Por: Héctor Pineda S.*
En las crónicas sobre el Reino de los cielos, desde muy niño, me ha llamado la atención el instante en que aquel Ángel protegido por el Todopoderoso cayó en desgracia porque Dios, que todo lo sabe, se enteró de las consejas, dimes y diretes, chismes y felonías que Belcebú, en ese entonces de cabellos color oro y piel blanca como el blanco de la nieve blanca (según dibujos de tiempos remotos), plantaba entre las Cortes Celestiales promoviendo alzamientos contra el Altísimo (no hablo de Peñalosa), por “la democratización del Reino de los Cielos”, dice una versión sindical.

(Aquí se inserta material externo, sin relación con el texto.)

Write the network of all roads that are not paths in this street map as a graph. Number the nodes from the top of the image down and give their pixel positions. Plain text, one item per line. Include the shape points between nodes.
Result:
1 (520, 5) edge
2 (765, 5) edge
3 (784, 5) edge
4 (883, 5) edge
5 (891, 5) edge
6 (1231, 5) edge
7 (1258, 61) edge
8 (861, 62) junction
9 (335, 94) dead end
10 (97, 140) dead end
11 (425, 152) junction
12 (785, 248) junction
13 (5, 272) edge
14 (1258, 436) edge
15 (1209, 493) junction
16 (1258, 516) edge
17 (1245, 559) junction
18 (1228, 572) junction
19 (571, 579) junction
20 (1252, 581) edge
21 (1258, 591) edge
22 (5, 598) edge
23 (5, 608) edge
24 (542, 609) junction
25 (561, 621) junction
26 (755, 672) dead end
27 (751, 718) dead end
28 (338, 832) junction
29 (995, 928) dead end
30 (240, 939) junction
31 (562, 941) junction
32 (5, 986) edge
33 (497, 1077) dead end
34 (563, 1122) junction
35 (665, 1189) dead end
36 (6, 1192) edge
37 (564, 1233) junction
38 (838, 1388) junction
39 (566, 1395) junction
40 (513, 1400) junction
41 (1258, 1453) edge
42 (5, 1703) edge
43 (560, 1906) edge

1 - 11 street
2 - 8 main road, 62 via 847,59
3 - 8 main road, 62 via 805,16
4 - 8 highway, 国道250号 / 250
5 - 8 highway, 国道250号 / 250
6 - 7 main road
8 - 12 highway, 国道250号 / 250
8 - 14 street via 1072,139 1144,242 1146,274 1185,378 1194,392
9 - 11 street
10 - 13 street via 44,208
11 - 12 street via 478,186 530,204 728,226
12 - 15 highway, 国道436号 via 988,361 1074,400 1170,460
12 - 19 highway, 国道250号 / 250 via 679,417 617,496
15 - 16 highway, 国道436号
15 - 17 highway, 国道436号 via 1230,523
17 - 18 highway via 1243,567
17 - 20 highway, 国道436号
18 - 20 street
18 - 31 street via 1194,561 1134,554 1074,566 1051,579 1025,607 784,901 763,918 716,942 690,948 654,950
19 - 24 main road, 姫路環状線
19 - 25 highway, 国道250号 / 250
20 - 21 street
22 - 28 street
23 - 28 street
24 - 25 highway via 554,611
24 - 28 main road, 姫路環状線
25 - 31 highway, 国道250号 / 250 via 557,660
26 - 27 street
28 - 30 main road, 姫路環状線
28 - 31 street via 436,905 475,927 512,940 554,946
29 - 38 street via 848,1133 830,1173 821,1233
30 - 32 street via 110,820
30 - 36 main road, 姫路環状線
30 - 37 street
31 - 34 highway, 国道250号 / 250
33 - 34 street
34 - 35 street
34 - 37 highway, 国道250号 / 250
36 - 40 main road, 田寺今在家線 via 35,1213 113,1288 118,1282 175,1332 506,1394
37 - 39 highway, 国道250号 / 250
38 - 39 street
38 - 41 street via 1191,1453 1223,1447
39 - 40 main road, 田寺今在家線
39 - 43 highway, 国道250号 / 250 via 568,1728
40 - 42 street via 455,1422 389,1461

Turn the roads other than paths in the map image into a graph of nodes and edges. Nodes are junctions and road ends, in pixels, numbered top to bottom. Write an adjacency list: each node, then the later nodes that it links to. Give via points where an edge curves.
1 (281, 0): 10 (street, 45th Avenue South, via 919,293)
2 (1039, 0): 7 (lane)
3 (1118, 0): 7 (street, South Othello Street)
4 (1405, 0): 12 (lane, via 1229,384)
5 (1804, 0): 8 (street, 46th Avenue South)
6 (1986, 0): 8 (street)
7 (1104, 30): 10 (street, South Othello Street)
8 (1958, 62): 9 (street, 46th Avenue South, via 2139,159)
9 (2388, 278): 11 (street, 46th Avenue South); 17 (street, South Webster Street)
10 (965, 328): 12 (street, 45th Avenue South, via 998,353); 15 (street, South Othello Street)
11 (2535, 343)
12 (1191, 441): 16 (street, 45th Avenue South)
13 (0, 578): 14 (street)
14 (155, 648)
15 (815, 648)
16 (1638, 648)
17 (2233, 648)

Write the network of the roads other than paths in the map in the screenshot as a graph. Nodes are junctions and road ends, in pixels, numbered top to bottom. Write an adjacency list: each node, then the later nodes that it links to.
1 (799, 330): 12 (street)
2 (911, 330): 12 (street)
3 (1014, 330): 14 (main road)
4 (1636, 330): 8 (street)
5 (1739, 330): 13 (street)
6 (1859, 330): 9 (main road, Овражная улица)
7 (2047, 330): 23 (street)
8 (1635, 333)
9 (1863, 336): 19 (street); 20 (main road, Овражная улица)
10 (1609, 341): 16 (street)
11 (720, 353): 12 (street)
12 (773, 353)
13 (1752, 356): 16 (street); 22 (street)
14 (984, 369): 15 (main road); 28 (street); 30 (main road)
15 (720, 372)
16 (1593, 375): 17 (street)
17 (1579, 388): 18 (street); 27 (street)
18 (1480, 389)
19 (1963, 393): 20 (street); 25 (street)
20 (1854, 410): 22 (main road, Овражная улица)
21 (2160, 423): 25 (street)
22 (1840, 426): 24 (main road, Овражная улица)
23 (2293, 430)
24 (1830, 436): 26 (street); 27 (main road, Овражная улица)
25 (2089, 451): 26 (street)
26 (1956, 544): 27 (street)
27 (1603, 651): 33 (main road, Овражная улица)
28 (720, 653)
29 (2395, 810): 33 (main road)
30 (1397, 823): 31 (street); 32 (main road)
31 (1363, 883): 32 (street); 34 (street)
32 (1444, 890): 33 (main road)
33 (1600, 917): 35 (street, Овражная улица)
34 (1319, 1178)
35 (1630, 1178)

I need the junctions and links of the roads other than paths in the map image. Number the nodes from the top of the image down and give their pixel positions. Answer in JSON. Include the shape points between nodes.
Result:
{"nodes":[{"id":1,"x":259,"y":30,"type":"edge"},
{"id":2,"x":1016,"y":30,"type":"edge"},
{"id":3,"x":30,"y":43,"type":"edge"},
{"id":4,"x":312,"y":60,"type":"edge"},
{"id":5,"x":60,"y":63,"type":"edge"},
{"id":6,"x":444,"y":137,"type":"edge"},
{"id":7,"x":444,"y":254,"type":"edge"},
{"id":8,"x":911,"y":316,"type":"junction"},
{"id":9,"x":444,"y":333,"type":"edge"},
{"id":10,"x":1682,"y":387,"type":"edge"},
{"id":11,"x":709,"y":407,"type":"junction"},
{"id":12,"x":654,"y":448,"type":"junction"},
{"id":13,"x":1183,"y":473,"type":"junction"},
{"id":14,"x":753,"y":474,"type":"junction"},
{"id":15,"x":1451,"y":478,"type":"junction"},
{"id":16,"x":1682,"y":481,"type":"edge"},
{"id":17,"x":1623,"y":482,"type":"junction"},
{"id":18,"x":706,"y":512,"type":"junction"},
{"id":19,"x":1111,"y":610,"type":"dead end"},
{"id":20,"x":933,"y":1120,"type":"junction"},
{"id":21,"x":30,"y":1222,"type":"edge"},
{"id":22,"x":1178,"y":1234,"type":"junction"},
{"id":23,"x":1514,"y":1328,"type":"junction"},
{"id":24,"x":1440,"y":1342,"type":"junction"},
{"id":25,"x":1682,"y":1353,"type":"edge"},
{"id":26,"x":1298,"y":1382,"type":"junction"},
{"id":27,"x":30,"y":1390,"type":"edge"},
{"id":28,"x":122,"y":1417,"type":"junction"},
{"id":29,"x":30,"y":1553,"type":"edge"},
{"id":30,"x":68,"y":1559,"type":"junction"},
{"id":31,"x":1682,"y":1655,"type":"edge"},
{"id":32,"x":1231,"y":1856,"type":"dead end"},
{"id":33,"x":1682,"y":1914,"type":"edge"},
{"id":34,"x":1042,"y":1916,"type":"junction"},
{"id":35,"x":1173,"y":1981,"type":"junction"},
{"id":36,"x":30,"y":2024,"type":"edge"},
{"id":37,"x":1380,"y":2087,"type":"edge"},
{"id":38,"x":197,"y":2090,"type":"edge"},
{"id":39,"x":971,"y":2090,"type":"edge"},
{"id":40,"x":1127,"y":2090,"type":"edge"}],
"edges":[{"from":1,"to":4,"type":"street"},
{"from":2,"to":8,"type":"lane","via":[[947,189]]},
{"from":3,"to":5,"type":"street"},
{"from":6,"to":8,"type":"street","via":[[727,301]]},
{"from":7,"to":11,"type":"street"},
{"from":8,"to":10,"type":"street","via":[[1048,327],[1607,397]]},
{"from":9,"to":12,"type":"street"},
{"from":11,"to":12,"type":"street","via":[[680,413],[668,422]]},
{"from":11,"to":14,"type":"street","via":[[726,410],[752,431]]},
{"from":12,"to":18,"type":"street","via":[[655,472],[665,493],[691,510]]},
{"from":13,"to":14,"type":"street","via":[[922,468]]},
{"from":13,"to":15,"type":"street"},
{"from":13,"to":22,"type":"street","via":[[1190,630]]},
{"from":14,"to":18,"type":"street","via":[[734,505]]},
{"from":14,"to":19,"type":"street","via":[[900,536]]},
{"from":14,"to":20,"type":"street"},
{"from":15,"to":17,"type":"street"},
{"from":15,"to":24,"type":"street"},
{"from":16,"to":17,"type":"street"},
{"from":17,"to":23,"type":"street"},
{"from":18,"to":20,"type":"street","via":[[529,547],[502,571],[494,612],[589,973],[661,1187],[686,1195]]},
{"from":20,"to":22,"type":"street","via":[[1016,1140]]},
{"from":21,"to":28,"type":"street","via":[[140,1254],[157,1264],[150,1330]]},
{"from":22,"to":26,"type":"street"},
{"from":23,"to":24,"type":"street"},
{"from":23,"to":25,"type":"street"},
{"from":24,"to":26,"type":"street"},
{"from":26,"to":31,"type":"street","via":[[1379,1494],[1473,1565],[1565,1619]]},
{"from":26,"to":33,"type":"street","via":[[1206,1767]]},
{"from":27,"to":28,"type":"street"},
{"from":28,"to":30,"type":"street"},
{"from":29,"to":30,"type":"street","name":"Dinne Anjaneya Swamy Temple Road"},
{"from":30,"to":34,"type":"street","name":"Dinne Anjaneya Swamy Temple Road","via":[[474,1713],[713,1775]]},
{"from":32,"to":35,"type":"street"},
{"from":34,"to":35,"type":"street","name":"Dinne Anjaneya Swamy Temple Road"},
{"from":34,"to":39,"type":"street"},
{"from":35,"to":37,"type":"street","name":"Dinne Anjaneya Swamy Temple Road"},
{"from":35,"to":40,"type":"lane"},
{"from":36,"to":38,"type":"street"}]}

Estando en esos asuntos de promover motines y manifestaciones, desordenando la tranquilidad celestial, Belcebú fue capturado por orden de Dios. Como en todo reino absoluto, el juicio fue sumario. El Juez Supremo, Dios indignado, no requería de testigos ni de declaraciones sobre los hechos por los cuales era apresado y obligado a comparecer ante el Alto Tribunal el “Ángel caído”, porque, siendo una autoridad sin más autoridad superior a él, los dictámenes y decisiones tenían la dureza de la justicia inmutable que, como se sabe, no tiene apelación ni en el mundo de lo Divino y, mucho menos, en el falible mundo de los humanos.
Así pues, para que se cumplieran los designios de las Escrituras que narraban lo inconmensurable de la Obra Divina, el insurrecto fue condenado, despojado de su imagen y condenado a los más oscuro del universo, morada que, hasta ese momento, no tenía habitante alguno. Belcebú se convirtió en el “señor de las sombras”, el rey a reinar el mundo del mal. Su piel adquirió la coloración del inframundo y su cabeza fue coronada por un par de cuernos de “macho cabrío”. La Corona de la ignominia.
Así pues, el paradigma de “justicia exprés”, sin debido proceso, del cual tiene conocimiento la humanidad, sin duda, es este primer juicio de condena al Ángel rebelde, por lo menos la humanidad que ha forjado la piel de su estirpe en los mitos y creencias que se trasmiten de generación en generación, en la lectura del Libro Sagrado y las cátedras de catecismo. La milenaria lucha del bien, personificado en la imagen de Dios y su contrario, el mal, dibujado en la horripilante imagen del Demonio, siguen su inacabable disputa, seguramente, hasta el día relatado en las crónicas del Apóstol San Juan, en el último Libro bíblico: El Apocalipsis.
Todas este cuento sobre el juicio a Belcebú por andar revolucionando los cielos, se me viene a la memoria escuchando el verbo beligerante de la periodista colombo-española, Salud Hernández, que se dedica a condenar a quien se le viene en gana o a quienes no comparten su particular manera de mirar el mundo, tanto el nuestro como el de su tierra de nacimiento, con una mirada usualmente de talante derechista, como la califican quienes la conocen de cuerpo entero y han escudriñado en los recovecos de sus creencias y convicciones. Salud, parece un Dios (a) inmutable impartiendo mandoble de justica. Menos mal que la condición de la señora Salud Hernández es humana, demasiado humana.
Cree Salud Hernández, pues, que los dirigentes de las FARC no pueden realizar activismo político. Ella, “suprema jueza”, considera que todos y todas son criminales “espantosos” que, recordando sus palabras, no tienen otro camino que pedir perdón e ir a la cárcel. No importa lo que digan los Tribunales, tanto los acordados como los ya existente, porque para el “Ángel exterminador”, los jueces y la justicia son corruptas. Otro paradigma, recuerdo, fueron los juicios sumarios de la justicia militar al amparo del Estatuto de Seguridad.